* **DATA LISTING**:
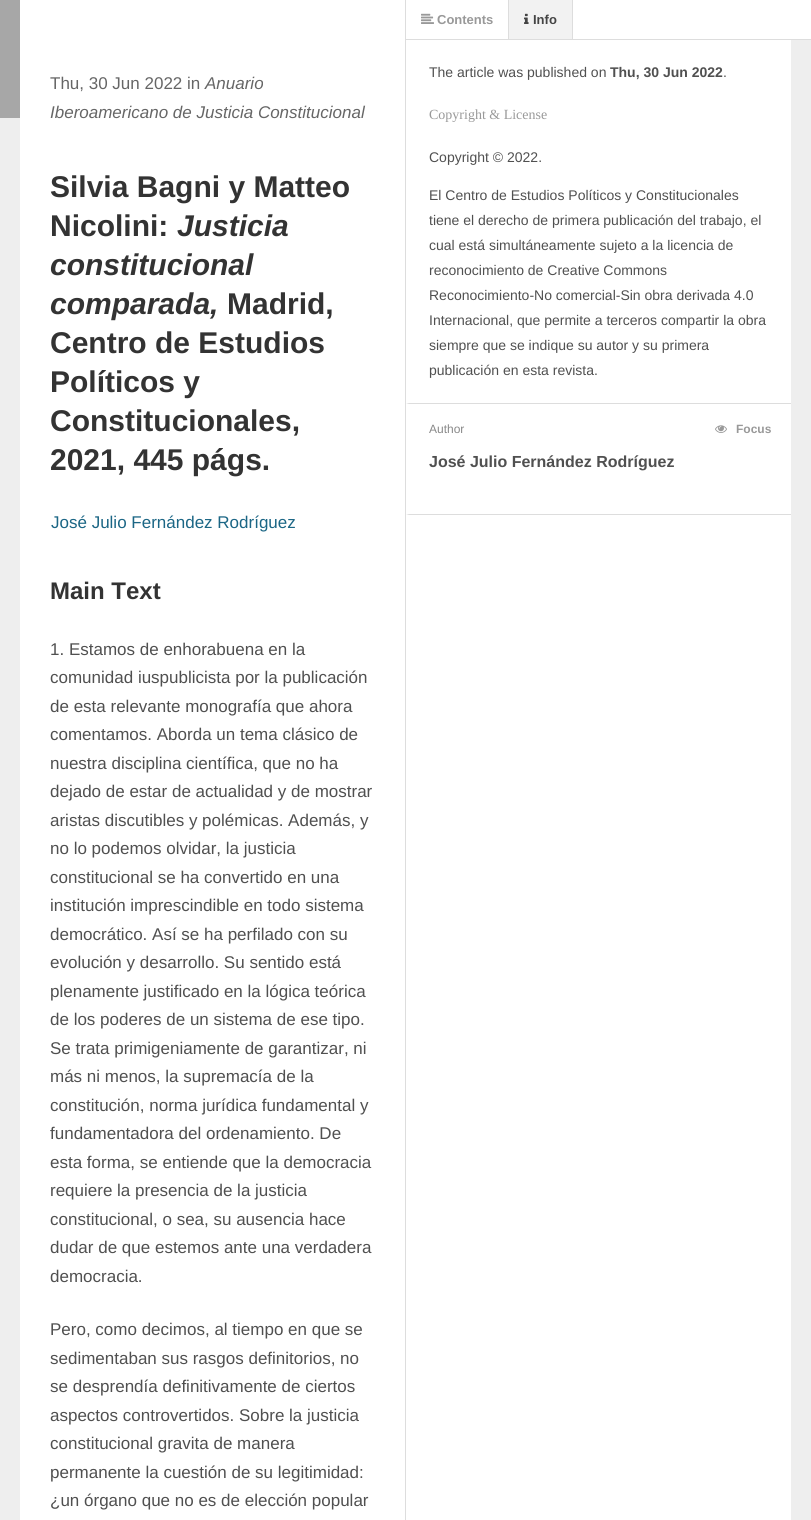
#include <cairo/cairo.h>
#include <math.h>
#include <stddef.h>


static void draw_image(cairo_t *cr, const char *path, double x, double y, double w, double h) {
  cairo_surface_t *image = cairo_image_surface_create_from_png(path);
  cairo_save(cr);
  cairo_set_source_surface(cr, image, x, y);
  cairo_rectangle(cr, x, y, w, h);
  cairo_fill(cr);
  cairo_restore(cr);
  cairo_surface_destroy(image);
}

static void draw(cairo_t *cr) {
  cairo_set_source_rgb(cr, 1, 1, 1);
  cairo_paint(cr);
  cairo_set_source_rgb(cr, 221 / 255.0, 221 / 255.0, 221 / 255.0);
  cairo_rectangle(cr, 405, 0, 1, 1520);
  cairo_fill(cr);
  cairo_set_source_rgb(cr, 238 / 255.0, 238 / 255.0, 238 / 255.0);
  cairo_rectangle(cr, 0, 118, 20, 1402);
  cairo_fill(cr);
  cairo_set_source_rgb(cr, 167 / 255.0, 167 / 255.0, 167 / 255.0);
  cairo_rectangle(cr, 0, 0, 20, 118);
  cairo_fill(cr);
  cairo_set_source_rgb(cr, 221 / 255.0, 221 / 255.0, 221 / 255.0);
  cairo_rectangle(cr, 406, 39, 405, 1);
  cairo_fill(cr);
  cairo_rectangle(cr, 508, 0, 1, 39);
  cairo_fill(cr);
  draw_image(cr, "images/1.png", 421, 13, 13, 11);
  cairo_set_source_rgb(cr, 242 / 255.0, 242 / 255.0, 242 / 255.0);
  cairo_rectangle(cr, 509, 0, 63, 39);
  cairo_fill(cr);
  cairo_save(cr);
  cairo_rectangle(cr, 406, 0, 405, 39);
  cairo_clip(cr);
  cairo_set_source_rgb(cr, 221 / 255.0, 221 / 255.0, 221 / 255.0);
  cairo_new_path(cr);
  cairo_move_to(cr, 573, 0);
  cairo_line_to(cr, 573, 43);
  cairo_line_to(cr, 572, 40);
  cairo_line_to(cr, 572, 0);
  cairo_close_path(cr);
  cairo_fill(cr);
  cairo_restore(cr);
  draw_image(cr, "images/2.png", 524, 13, 5, 11);
  cairo_set_source_rgb(cr, 221 / 255.0, 221 / 255.0, 221 / 255.0);
  cairo_new_path(cr);
  cairo_move_to(cr, 791, 404);
  cairo_line_to(cr, 406, 404);
  cairo_line_to(cr, 409, 403);
  cairo_line_to(cr, 791, 403);
  cairo_close_path(cr);
  cairo_fill(cr);
  cairo_new_path(cr);
  cairo_move_to(cr, 791, 515);
  cairo_line_to(cr, 406, 515);
  cairo_line_to(cr, 409, 514);
  cairo_line_to(cr, 791, 514);
  cairo_close_path(cr);
  cairo_fill(cr);
  draw_image(cr, "images/3.png", 715, 425, 12, 8);
  cairo_set_source_rgb(cr, 238 / 255.0, 238 / 255.0, 238 / 255.0);
  cairo_rectangle(cr, 791, 40, 20, 1480);
  cairo_fill(cr);
  cairo_select_font_face(cr, "Liberation Sans", CAIRO_FONT_SLANT_NORMAL, CAIRO_FONT_WEIGHT_NORMAL);
  cairo_set_font_size(cr, 17);
  cairo_set_source_rgb(cr, 102 / 255.0, 102 / 255.0, 102 / 255.0);
  cairo_move_to(cr, 50, 89);
  cairo_show_text(cr, "Thu, 30 Jun 2022 in");
  cairo_select_font_face(cr, "Liberation Sans", CAIRO_FONT_SLANT_ITALIC, CAIRO_FONT_WEIGHT_NORMAL);
  cairo_move_to(cr, 205, 89);
  cairo_show_text(cr, "Anuario");
  cairo_move_to(cr, 50, 118);
  cairo_show_text(cr, "Iberoamericano de Justicia Constitucional");
  cairo_select_font_face(cr, "Liberation Sans", CAIRO_FONT_SLANT_NORMAL, CAIRO_FONT_WEIGHT_BOLD);
  cairo_set_font_size(cr, 30);
  cairo_set_source_rgb(cr, 51 / 255.0, 51 / 255.0, 51 / 255.0);
  cairo_move_to(cr, 50, 197);
  cairo_show_text(cr, "Silvia Bagni y Matteo");
  cairo_move_to(cr, 50, 236);
  cairo_show_text(cr, "Nicolini:");
  cairo_select_font_face(cr, "Liberation Sans", CAIRO_FONT_SLANT_ITALIC, CAIRO_FONT_WEIGHT_BOLD);
  cairo_move_to(cr, 177, 236);
  cairo_show_text(cr, "Justicia");
  cairo_move_to(cr, 50, 275);
  cairo_show_text(cr, "constitucional");
  cairo_move_to(cr, 50, 314);
  cairo_show_text(cr, "comparada,");
  cairo_select_font_face(cr, "Liberation Sans", CAIRO_FONT_SLANT_NORMAL, CAIRO_FONT_WEIGHT_BOLD);
  cairo_move_to(cr, 227, 314);
  cairo_show_text(cr, "Madrid,");
  cairo_move_to(cr, 50, 353);
  cairo_show_text(cr, "Centro de Estudios");
  cairo_move_to(cr, 50, 392);
  cairo_show_text(cr, "Políticos y");
  cairo_move_to(cr, 50, 431);
  cairo_show_text(cr, "Constitucionales,");
  cairo_move_to(cr, 50, 470);
  cairo_show_text(cr, "2021, 445 págs.");
  cairo_select_font_face(cr, "Liberation Sans", CAIRO_FONT_SLANT_NORMAL, CAIRO_FONT_WEIGHT_NORMAL);
  cairo_set_font_size(cr, 17);
  cairo_set_source_rgb(cr, 27 / 255.0, 102 / 255.0, 133 / 255.0);
  cairo_move_to(cr, 51, 528);
  cairo_show_text(cr, "José Julio Fernández Rodríguez");
  cairo_select_font_face(cr, "Liberation Sans", CAIRO_FONT_SLANT_NORMAL, CAIRO_FONT_WEIGHT_BOLD);
  cairo_set_font_size(cr, 24);
  cairo_set_source_rgb(cr, 51 / 255.0, 51 / 255.0, 51 / 255.0);
  cairo_move_to(cr, 50, 599);
  cairo_show_text(cr, "Main Text");
  cairo_select_font_face(cr, "Liberation Sans", CAIRO_FONT_SLANT_NORMAL, CAIRO_FONT_WEIGHT_NORMAL);
  cairo_set_font_size(cr, 17);
  cairo_set_source_rgb(cr, 80 / 255.0, 80 / 255.0, 80 / 255.0);
  cairo_move_to(cr, 50, 655);
  cairo_show_text(cr, "1. Estamos de enhorabuena en la");
  cairo_move_to(cr, 50, 683);
  cairo_show_text(cr, "comunidad iuspublicista por la publicación");
  cairo_move_to(cr, 50, 712);
  cairo_show_text(cr, "de esta relevante monografía que ahora");
  cairo_move_to(cr, 50, 740);
  cairo_show_text(cr, "comentamos. Aborda un tema clásico de");
  cairo_move_to(cr, 50, 769);
  cairo_show_text(cr, "nuestra disciplina científica, que no ha");
  cairo_move_to(cr, 50, 797);
  cairo_show_text(cr, "dejado de estar de actualidad y de mostrar");
  cairo_move_to(cr, 50, 826);
  cairo_show_text(cr, "aristas discutibles y polémicas. Además, y");
  cairo_move_to(cr, 50, 854);
  cairo_show_text(cr, "no lo podemos olvidar, la justicia");
  cairo_move_to(cr, 50, 883);
  cairo_show_text(cr, "constitucional se ha convertido en una");
  cairo_move_to(cr, 50, 911);
  cairo_show_text(cr, "institución imprescindible en todo sistema");
  cairo_move_to(cr, 50, 940);
  cairo_show_text(cr, "democrático. Así se ha perfilado con su");
  cairo_move_to(cr, 50, 968);
  cairo_show_text(cr, "evolución y desarrollo. Su sentido está");
  cairo_move_to(cr, 50, 997);
  cairo_show_text(cr, "plenamente justificado en la lógica teórica");
  cairo_move_to(cr, 50, 1025);
  cairo_show_text(cr, "de los poderes de un sistema de ese tipo.");
  cairo_move_to(cr, 50, 1054);
  cairo_show_text(cr, "Se trata primigeniamente de garantizar, ni");
  cairo_move_to(cr, 50, 1082);
  cairo_show_text(cr, "más ni menos, la supremacía de la");
  cairo_move_to(cr, 50, 1111);
  cairo_show_text(cr, "constitución, norma jurídica fundamental y");
  cairo_move_to(cr, 50, 1139);
  cairo_show_text(cr, "fundamentadora del ordenamiento. De");
  cairo_move_to(cr, 50, 1168);
  cairo_show_text(cr, "esta forma, se entiende que la democracia");
  cairo_move_to(cr, 50, 1196);
  cairo_show_text(cr, "requiere la presencia de la justicia");
  cairo_move_to(cr, 50, 1225);
  cairo_show_text(cr, "constitucional, o sea, su ausencia hace");
  cairo_move_to(cr, 50, 1253);
  cairo_show_text(cr, "dudar de que estemos ante una verdadera");
  cairo_move_to(cr, 50, 1282);
  cairo_show_text(cr, "democracia.");
  cairo_move_to(cr, 50, 1335);
  cairo_show_text(cr, "Pero, como decimos, al tiempo en que se");
  cairo_move_to(cr, 50, 1364);
  cairo_show_text(cr, "sedimentaban sus rasgos definitorios, no");
  cairo_move_to(cr, 50, 1392);
  cairo_show_text(cr, "se desprendía definitivamente de ciertos");
  cairo_move_to(cr, 50, 1421);
  cairo_show_text(cr, "aspectos controvertidos. Sobre la justicia");
  cairo_move_to(cr, 50, 1449);
  cairo_show_text(cr, "constitucional gravita de manera");
  cairo_move_to(cr, 50, 1478);
  cairo_show_text(cr, "permanente la cuestión de su legitimidad:");
  cairo_move_to(cr, 50, 1506);
  cairo_show_text(cr, "¿un órgano que no es de elección popular");
  cairo_select_font_face(cr, "Liberation Sans", CAIRO_FONT_SLANT_NORMAL, CAIRO_FONT_WEIGHT_BOLD);
  cairo_set_font_size(cr, 13);
  cairo_set_source_rgb(cr, 153 / 255.0, 153 / 255.0, 153 / 255.0);
  cairo_move_to(cr, 437, 24);
  cairo_show_text(cr, "Contents");
  cairo_set_source_rgb(cr, 68 / 255.0, 68 / 255.0, 68 / 255.0);
  cairo_move_to(cr, 533, 24);
  cairo_show_text(cr, "Info");
  cairo_select_font_face(cr, "Liberation Sans", CAIRO_FONT_SLANT_NORMAL, CAIRO_FONT_WEIGHT_NORMAL);
  cairo_set_font_size(cr, 14);
  cairo_set_source_rgb(cr, 80 / 255.0, 80 / 255.0, 80 / 255.0);
  cairo_move_to(cr, 429, 77);
  cairo_show_text(cr, "The article was published on");
  cairo_select_font_face(cr, "Liberation Sans", CAIRO_FONT_SLANT_NORMAL, CAIRO_FONT_WEIGHT_BOLD);
  cairo_move_to(cr, 610, 77);
  cairo_show_text(cr, "Thu, 30 Jun 2022");
  cairo_select_font_face(cr, "Liberation Sans", CAIRO_FONT_SLANT_NORMAL, CAIRO_FONT_WEIGHT_NORMAL);
  cairo_move_to(cr, 723, 77);
  cairo_show_text(cr, ".");
  cairo_select_font_face(cr, "Liberation Serif", CAIRO_FONT_SLANT_NORMAL, CAIRO_FONT_WEIGHT_NORMAL);
  cairo_set_source_rgb(cr, 153 / 255.0, 153 / 255.0, 153 / 255.0);
  cairo_move_to(cr, 429, 119);
  cairo_show_text(cr, "Copyright & License");
  cairo_select_font_face(cr, "Liberation Sans", CAIRO_FONT_SLANT_NORMAL, CAIRO_FONT_WEIGHT_NORMAL);
  cairo_set_source_rgb(cr, 80 / 255.0, 80 / 255.0, 80 / 255.0);
  cairo_move_to(cr, 429, 162);
  cairo_show_text(cr, "Copyright © 2022.");
  cairo_move_to(cr, 429, 200);
  cairo_show_text(cr, "El Centro de Estudios Políticos y Constitucionales");
  cairo_move_to(cr, 429, 225);
  cairo_show_text(cr, "tiene el derecho de primera publicación del trabajo, el");
  cairo_move_to(cr, 429, 250);
  cairo_show_text(cr, "cual está simultáneamente sujeto a la licencia de");
  cairo_move_to(cr, 429, 275);
  cairo_show_text(cr, "reconocimiento de Creative Commons");
  cairo_move_to(cr, 429, 300);
  cairo_show_text(cr, "Reconocimiento-No comercial-Sin obra derivada 4.0");
  cairo_move_to(cr, 429, 325);
  cairo_show_text(cr, "Internacional, que permite a terceros compartir la obra");
  cairo_move_to(cr, 429, 350);
  cairo_show_text(cr, "siempre que se indique su autor y su primera");
  cairo_move_to(cr, 429, 375);
  cairo_show_text(cr, "publicación en esta revista.");
  cairo_set_font_size(cr, 12);
  cairo_set_source_rgb(cr, 136 / 255.0, 136 / 255.0, 136 / 255.0);
  cairo_move_to(cr, 429, 433);
  cairo_show_text(cr, "Author");
  cairo_select_font_face(cr, "Liberation Sans", CAIRO_FONT_SLANT_NORMAL, CAIRO_FONT_WEIGHT_BOLD);
  cairo_set_source_rgb(cr, 153 / 255.0, 153 / 255.0, 153 / 255.0);
  cairo_move_to(cr, 736, 433);
  cairo_show_text(cr, "Focus");
  cairo_set_font_size(cr, 16);
  cairo_set_source_rgb(cr, 80 / 255.0, 80 / 255.0, 80 / 255.0);
  cairo_move_to(cr, 429, 467);
  cairo_show_text(cr, "José Julio Fernández Rodríguez");
}

int main(void) {
  cairo_surface_t *surface = cairo_image_surface_create(CAIRO_FORMAT_RGB24, 811, 1520);
  cairo_t *cr = cairo_create(surface);
  cairo_font_options_t *options = cairo_font_options_create();
  cairo_font_options_set_hint_metrics(options, CAIRO_HINT_METRICS_OFF);
  cairo_font_options_set_hint_style(options, CAIRO_HINT_STYLE_NONE);
  cairo_set_font_options(cr, options);
  cairo_set_miter_limit(cr, 4);
  draw(cr);
  cairo_surface_write_to_png(surface, "out.png");
  cairo_font_options_destroy(options);
  cairo_destroy(cr);
  cairo_surface_destroy(surface);
  return 0;
}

* **PROBLEM TO WORK ON**:
Scan the material for lines with the word "static". Reply with how many there are, number only.

* **YOUR SOLUTION**:
2